Rosa María Colindres, enfermera en la primera clínica pública de atención renal que el gobierno instaló en la zona, dijo a IPS que 95 por ciento de las tumbas del cementerio de Nueva Esperanza son habitantes que murieron de insuficiencia renal.

La clínica ofrece tratamiento para las diversos estadios de la enfermedad, que van de la uno a la cinco.
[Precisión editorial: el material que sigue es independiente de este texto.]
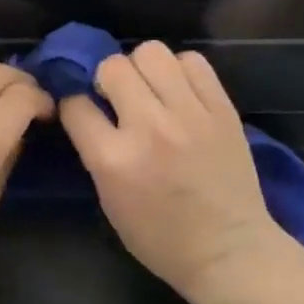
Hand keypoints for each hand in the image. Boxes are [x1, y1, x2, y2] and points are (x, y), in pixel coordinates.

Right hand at [58, 42, 291, 303]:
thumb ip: (97, 152)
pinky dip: (180, 70)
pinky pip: (194, 61)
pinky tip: (180, 91)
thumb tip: (90, 111)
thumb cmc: (161, 238)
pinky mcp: (222, 108)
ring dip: (143, 67)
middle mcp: (150, 128)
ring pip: (152, 52)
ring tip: (151, 89)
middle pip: (113, 66)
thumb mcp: (110, 201)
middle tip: (119, 98)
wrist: (229, 250)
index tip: (83, 110)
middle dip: (107, 79)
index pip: (76, 104)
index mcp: (114, 160)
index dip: (74, 104)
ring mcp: (190, 114)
En la última, la que tiene mayor riesgo de muerte, los pacientes deben ir a un hospital cercano para recibir entrenamiento sobre cómo hacerse la diálisis en sus hogares.

Allí aprenden a colocarse una sonda en una cavidad previamente abierta en la zona pélvica, para que a través de ella se expulsen los líquidos que el riñón no logra procesar.

"Si no me hiciera la diálisis, ya me hubiera muerto", dijo a IPS Wilfredo Ordoño, otro agricultor que recuerda cómo, años atrás, los pesticidas que regaba con una bomba se salían y "me bañaban" toda la espalda. "Yo creo que eso me jodió a mí", sentenció.

El Bajo Lempa es una zona costera donde desemboca en el océano Pacífico el río del mismo nombre, el más largo de América Central, y que es golpeada cada año por inundaciones que destruyen las cosechas y obligan a su población a refugiarse en albergues.

Tras el fin de la guerra civil, en 1992, estas tierras, otrora en manos de terratenientes que cultivaban algodón y caña de azúcar, fueron parceladas y entregadas a exguerrilleros y a sus familiares, para que se insertaran a la vida civil como agricultores.

La población de la zona es marcadamente de izquierda, y por ello algunos creen que los gobiernos anteriores, en manos de la derechista Alianza Republicana Nacionalista (Arena), no se interesaron en detectar y controlar la epidemia, ni en establecer los mecanismos legales para asegurar un adecuado comercio y manejo de agroquímicos.

El Acuerdo Ejecutivo Número 18, de enero de 2004, estableció algunas normas para controlar el sector, pero en la práctica resultan letra muerta porque no se cumplen, aseguran especialistas y afectados.

Por ejemplo, su artículo 5 señala que será obligación de los propietarios de cultivos, el importador, el comercializador y el usuario de agroquímicos velar porque dichas sustancias sean aplicadas por personas previamente capacitadas y con el equipo de protección personal recomendado para cada producto.

Los agricultores del Bajo Lempa raramente son instruidos sobre cómo regar los pesticidas, y son pocos los que utilizan guantes y mascarillas para protegerse de los químicos.

De hecho, mientras conversaba con Francisco Sosa a la sombra de un árbol de su finca, su hijo Saúl rociaba el pesticida utilizando a modo de mascarilla tan solo una pañoleta del español Barcelona Fútbol Club.